§ **HOW TO COMPLETE THIS TASK**: Return the material below exactly, but only from the line with "thumb ip: (296, 231)" through the line with "thumb ip: (966, 922)", and without its pictures.

§ **DATA IN THIS EXERCISE**:

____

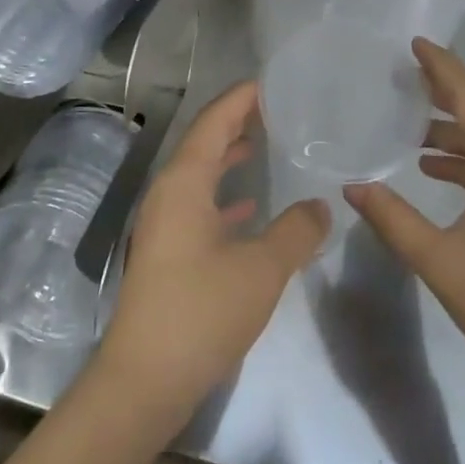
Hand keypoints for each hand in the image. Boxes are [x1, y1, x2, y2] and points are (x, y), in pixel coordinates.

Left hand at [93, 80, 329, 431]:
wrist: (144, 380)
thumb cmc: (201, 312)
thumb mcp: (261, 269)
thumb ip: (296, 231)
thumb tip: (320, 206)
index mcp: (184, 181)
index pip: (214, 121)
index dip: (240, 99)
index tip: (269, 83)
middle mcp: (169, 192)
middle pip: (204, 142)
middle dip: (236, 122)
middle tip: (274, 109)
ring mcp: (163, 222)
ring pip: (200, 174)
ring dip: (228, 157)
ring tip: (263, 145)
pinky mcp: (166, 251)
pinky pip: (198, 203)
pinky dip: (223, 195)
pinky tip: (248, 207)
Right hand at [345, 39, 464, 402]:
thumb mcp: (440, 262)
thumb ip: (393, 219)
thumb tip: (353, 186)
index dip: (441, 66)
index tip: (414, 42)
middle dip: (443, 87)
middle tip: (403, 71)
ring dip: (450, 126)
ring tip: (408, 122)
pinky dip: (464, 155)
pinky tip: (433, 169)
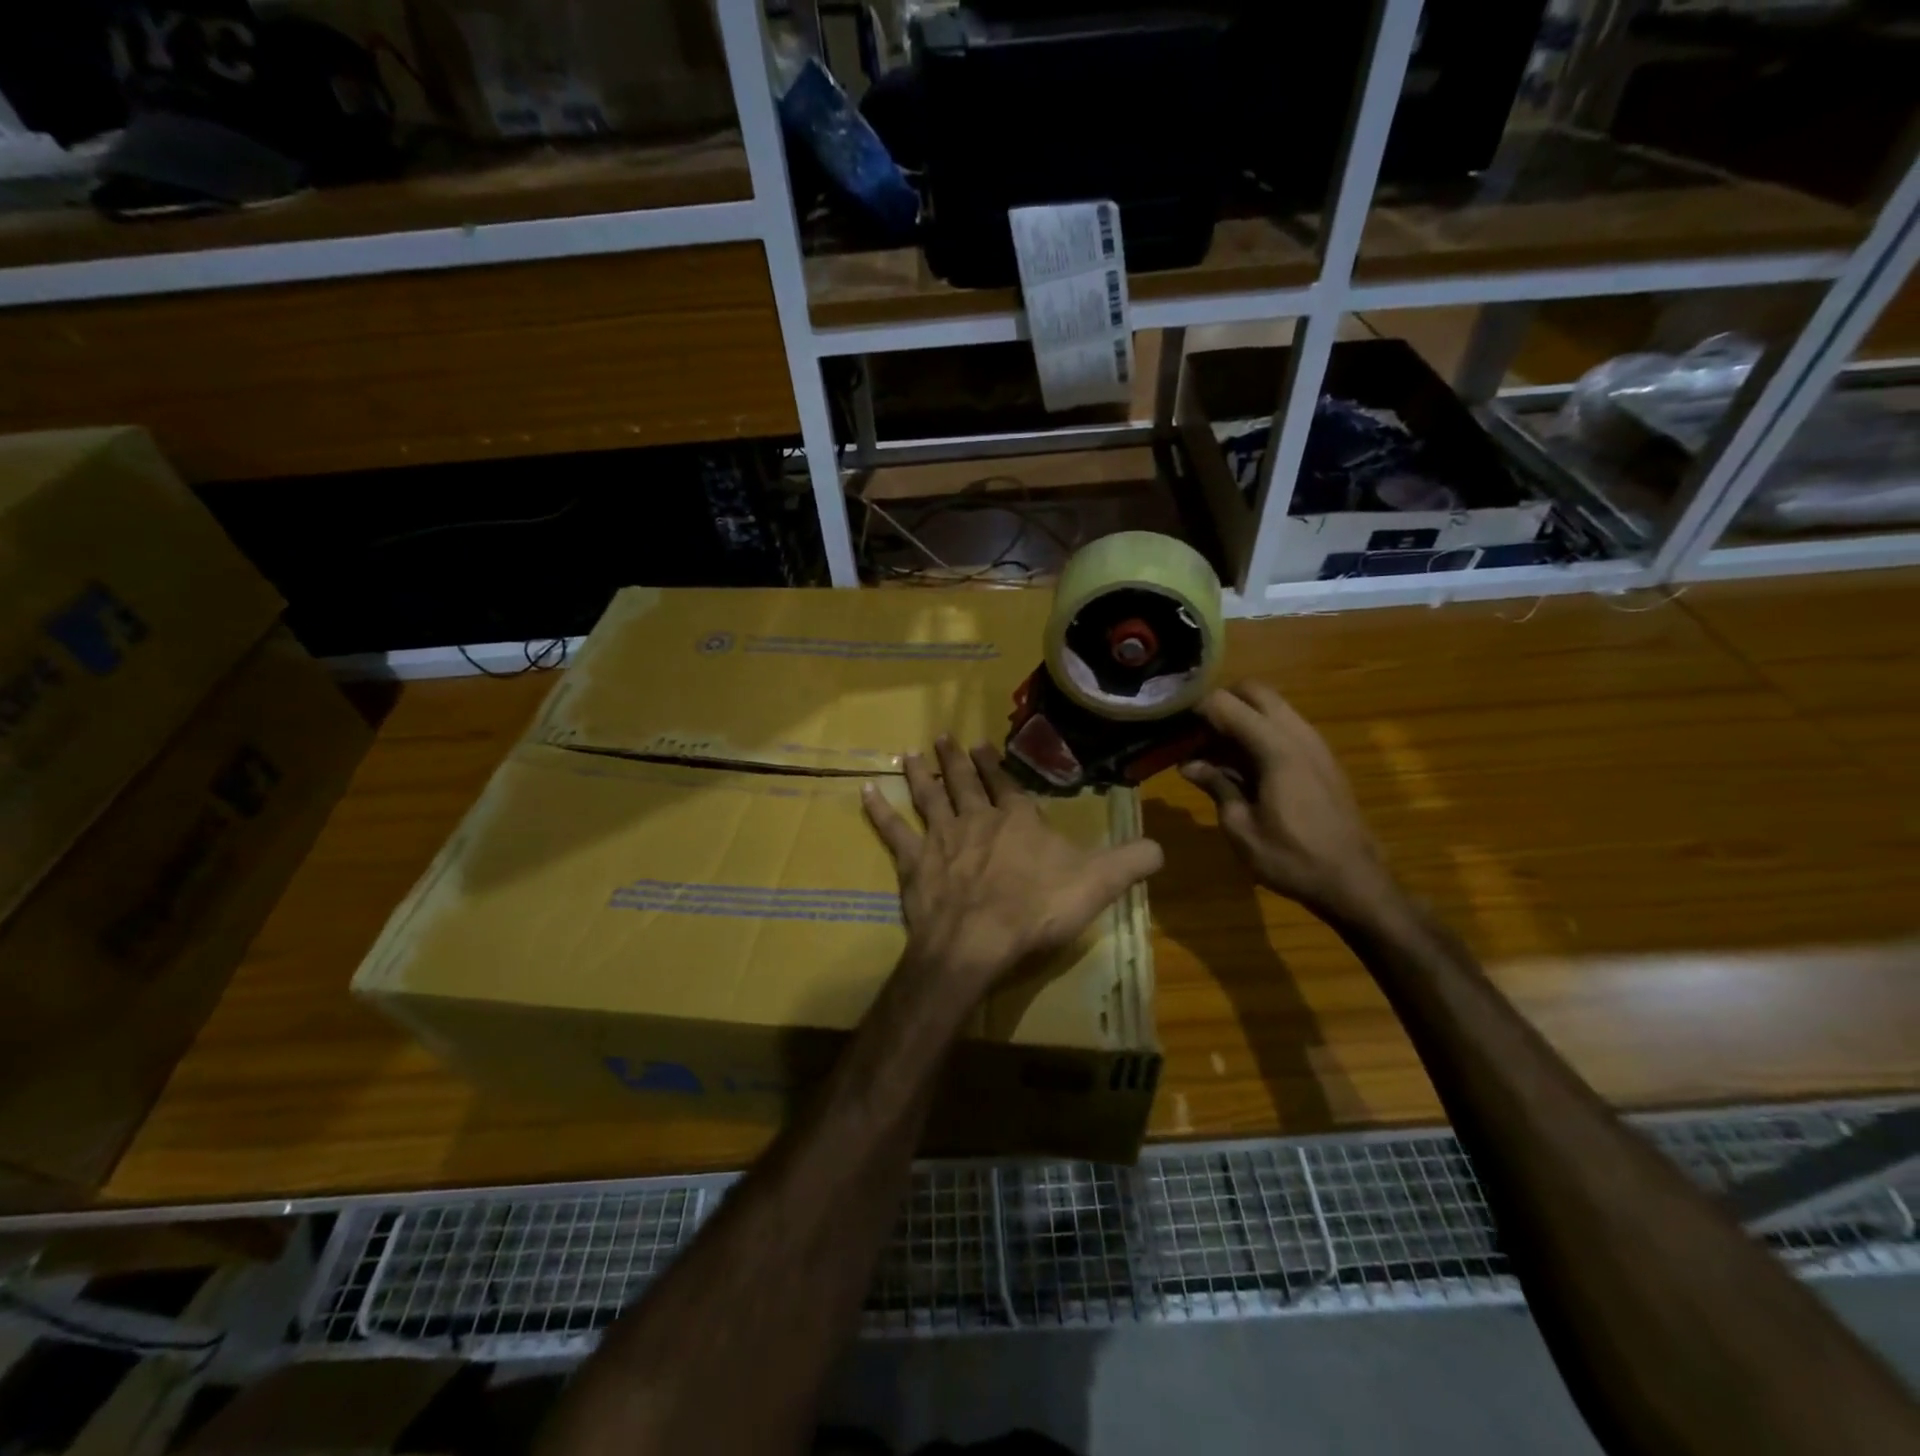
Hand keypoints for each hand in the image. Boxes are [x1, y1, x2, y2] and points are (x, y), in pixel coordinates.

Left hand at [862, 736, 1162, 995]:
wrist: (976, 942)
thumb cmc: (1036, 911)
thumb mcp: (1097, 886)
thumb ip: (1131, 863)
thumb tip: (1162, 848)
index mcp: (1018, 821)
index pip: (1008, 785)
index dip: (997, 766)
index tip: (983, 745)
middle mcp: (977, 819)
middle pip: (965, 782)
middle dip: (956, 759)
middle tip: (944, 737)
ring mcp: (941, 838)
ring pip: (930, 796)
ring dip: (922, 773)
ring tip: (913, 752)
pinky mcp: (914, 863)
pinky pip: (893, 831)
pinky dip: (879, 810)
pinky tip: (865, 791)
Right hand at [1181, 680, 1397, 922]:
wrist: (1355, 882)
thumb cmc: (1291, 858)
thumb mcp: (1241, 827)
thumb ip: (1216, 786)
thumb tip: (1188, 765)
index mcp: (1276, 748)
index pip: (1226, 704)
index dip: (1195, 709)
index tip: (1172, 727)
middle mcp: (1298, 734)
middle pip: (1254, 691)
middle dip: (1221, 702)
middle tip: (1195, 733)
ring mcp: (1315, 744)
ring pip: (1273, 706)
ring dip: (1242, 716)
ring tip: (1213, 750)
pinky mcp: (1322, 758)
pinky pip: (1285, 726)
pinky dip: (1260, 732)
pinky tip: (1241, 764)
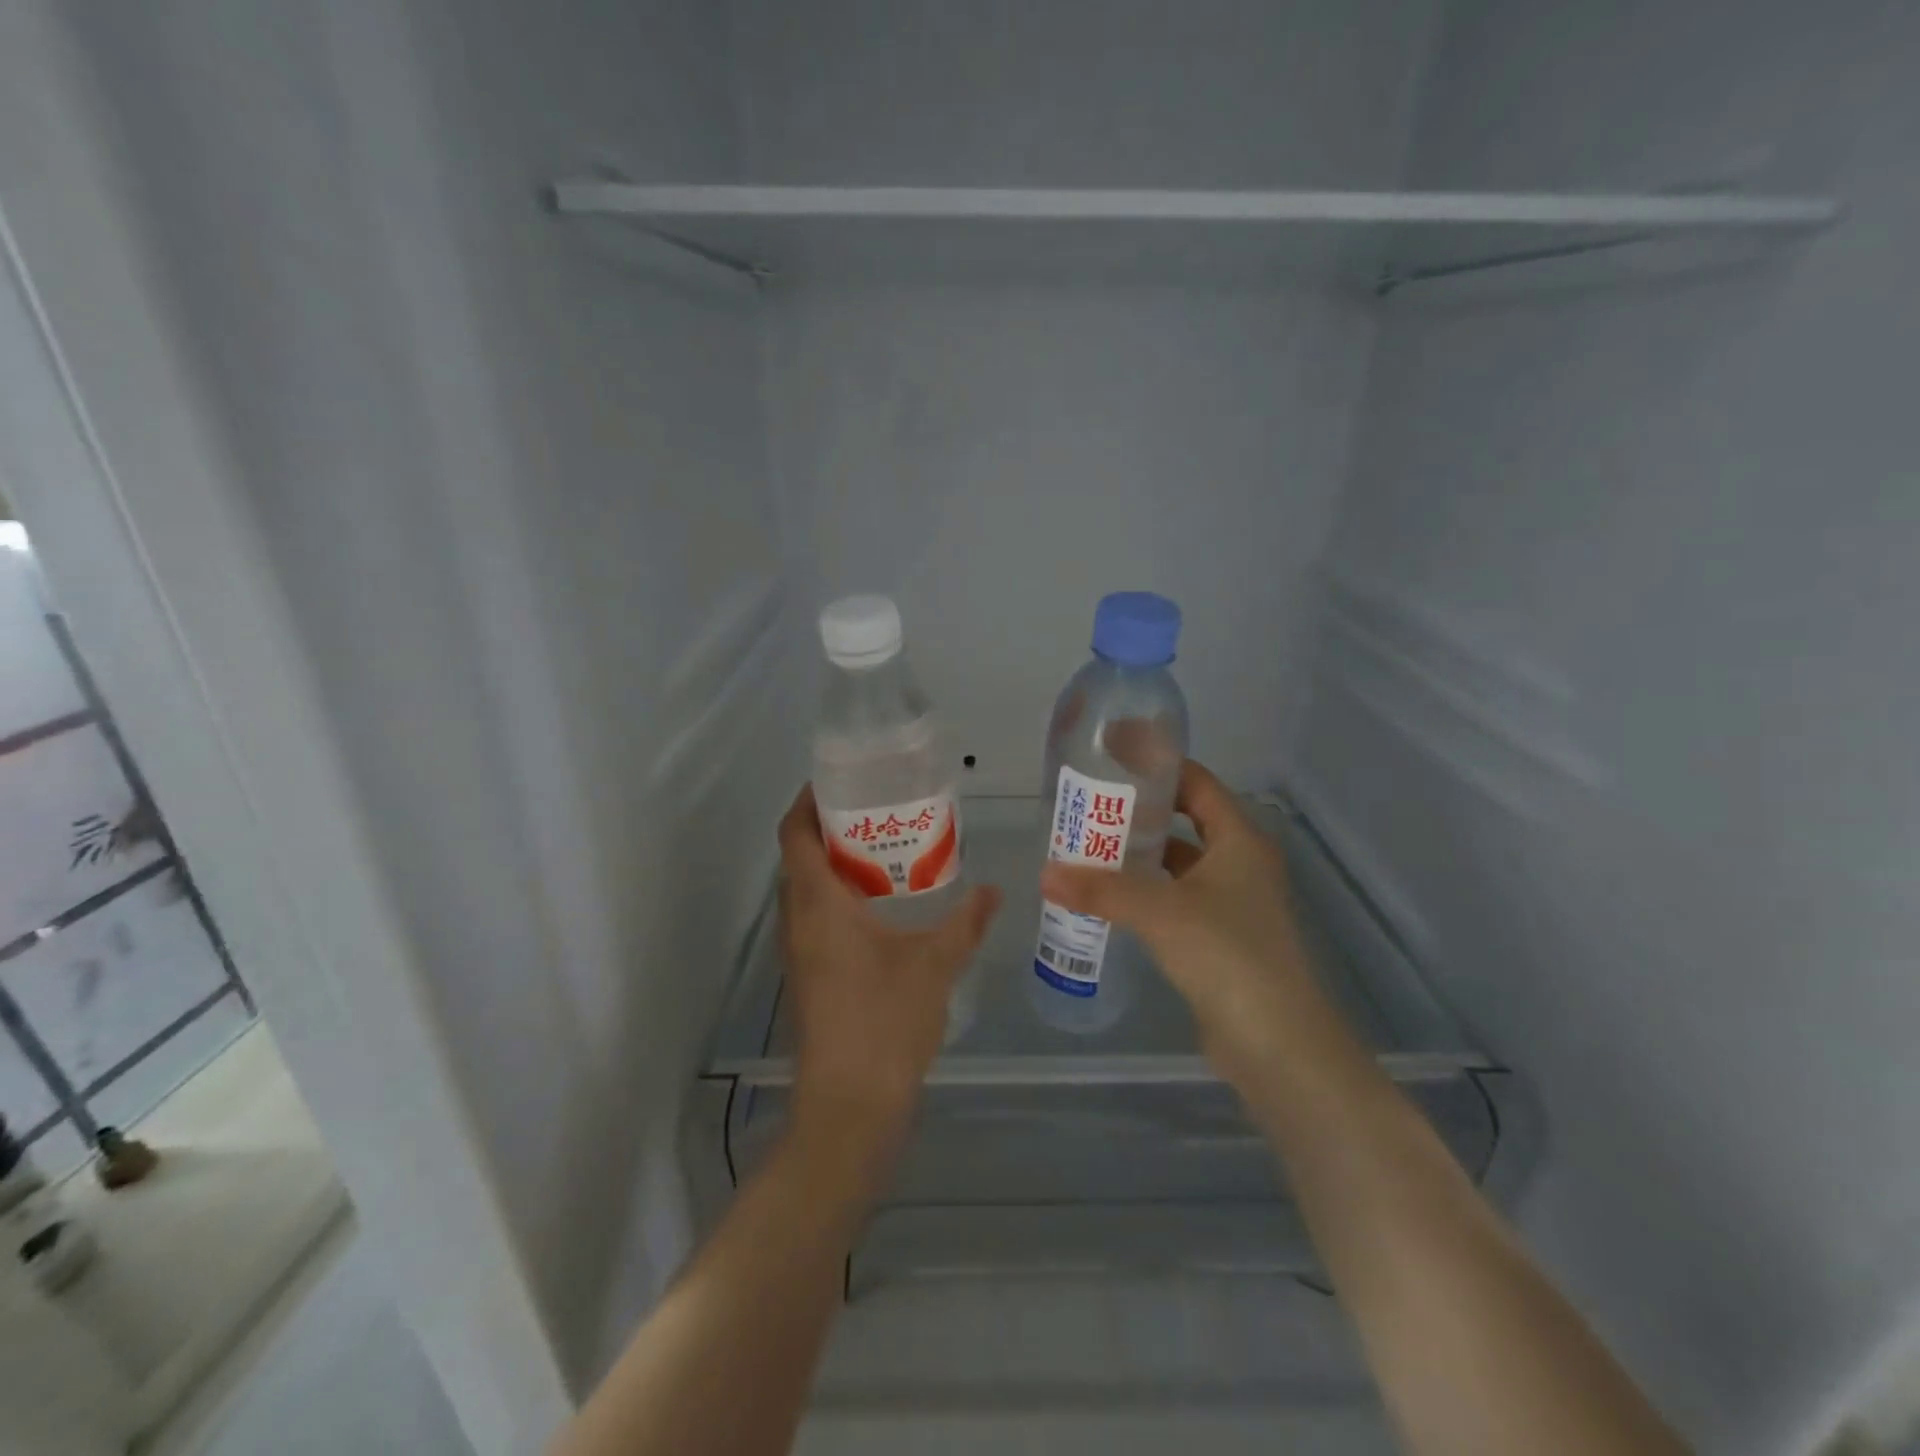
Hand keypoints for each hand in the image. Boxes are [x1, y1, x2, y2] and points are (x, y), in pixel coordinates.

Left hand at [776, 786, 1000, 1179]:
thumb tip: (995, 890)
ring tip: (883, 848)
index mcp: (818, 904)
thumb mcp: (935, 964)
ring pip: (806, 889)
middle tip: (875, 808)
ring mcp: (800, 952)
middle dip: (829, 827)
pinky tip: (882, 906)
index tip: (839, 779)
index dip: (807, 801)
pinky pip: (815, 917)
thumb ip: (966, 922)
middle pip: (799, 857)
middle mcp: (798, 921)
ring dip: (834, 863)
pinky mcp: (810, 976)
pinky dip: (839, 896)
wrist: (851, 1106)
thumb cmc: (886, 1021)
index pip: (795, 834)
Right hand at [1040, 760, 1331, 1090]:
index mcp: (1239, 840)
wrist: (1276, 1044)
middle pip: (1186, 821)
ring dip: (1140, 856)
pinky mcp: (1220, 938)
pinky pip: (1175, 899)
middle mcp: (1240, 864)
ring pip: (1179, 864)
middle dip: (1140, 813)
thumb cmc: (1228, 956)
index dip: (1157, 767)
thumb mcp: (1160, 912)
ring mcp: (1232, 903)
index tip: (1112, 759)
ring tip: (1089, 848)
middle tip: (1090, 806)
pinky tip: (1110, 898)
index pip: (1197, 783)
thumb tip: (1044, 873)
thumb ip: (1101, 889)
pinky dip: (1145, 893)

____

§ **EXERCISE RESPONSE**:
thumb ip: (296, 231)
thumb tip: (320, 206)
index mcp: (184, 181)
index pip: (214, 121)
index dip: (240, 99)
index tip: (269, 83)
middle mcp: (169, 192)
middle pip: (204, 142)
middle dip: (236, 122)
middle tip: (274, 109)
ring mcp: (163, 222)
ring pip: (200, 174)
ring dip: (228, 157)
ring tip: (263, 145)
pinky mcp: (166, 251)
pinky pip: (198, 203)
pinky dip: (223, 195)
pinky tip: (248, 207)
Right hand at [345, 39, 464, 402]:
thumb mcp: (440, 262)
thumb ip: (393, 219)
thumb tip: (353, 186)
index dip: (441, 66)
index tip: (414, 42)
middle dip: (443, 87)
middle tip: (403, 71)
ring dip: (450, 126)
ring tip: (408, 122)
pinky dip: (464, 155)
pinky tip: (433, 169)
Hand keypoints for each hand in the image. Boxes are [x1, y1, x2, y2] and points are (x, y), in pixel coordinates.

Left hand at [862, 736, 1162, 995]:
wrist: (976, 942)
thumb cmc: (1036, 911)
thumb mcp: (1097, 886)
thumb ip: (1131, 863)
thumb tip: (1162, 848)
index mcp: (1018, 821)
index pip: (1008, 785)
index dip: (997, 766)
index tip: (983, 745)
middle mcp: (977, 819)
middle pip: (965, 782)
middle dip: (956, 759)
middle tip: (944, 737)
ring mcp: (941, 838)
ring pip: (930, 796)
ring dip: (922, 773)
ring tip: (913, 752)
pinky mcp: (914, 863)
pinky pip: (893, 831)
pinky dip: (879, 810)
pinky tip: (865, 791)
Right hand at [1181, 680, 1397, 922]:
wrist: (1355, 882)
thumb cmc: (1291, 858)
thumb mcp: (1241, 827)
thumb ip: (1216, 786)
thumb tip: (1188, 765)
index mcp: (1276, 748)
index pip: (1226, 704)
index dip: (1195, 709)
index tip: (1172, 727)
middle mcp: (1298, 734)
middle pip: (1254, 691)
middle dip: (1221, 702)
middle tip: (1195, 733)
ring mcp: (1315, 744)
ring pip: (1273, 706)
ring dip: (1242, 716)
ring tip: (1213, 750)
pinky mcp: (1322, 758)
pinky pip: (1285, 726)
pinky dip: (1260, 732)
pinky tip: (1241, 764)
Hand keypoints for each hand in the image. Boxes are [x1, y1, x2, y2] and points are (x, y), in pixel coordinates.

Left hand at [776, 786, 1000, 1179]:
thumb tip: (995, 890)
ring tip: (883, 848)
index mcp: (818, 904)
thumb mcp: (935, 964)
ring pip: (806, 889)
middle tip: (875, 808)
ring mcp: (800, 952)
middle dip: (829, 827)
pinky tip: (882, 906)
index tip: (839, 779)
index dip: (807, 801)
pinky pip: (815, 917)
thumb ip: (966, 922)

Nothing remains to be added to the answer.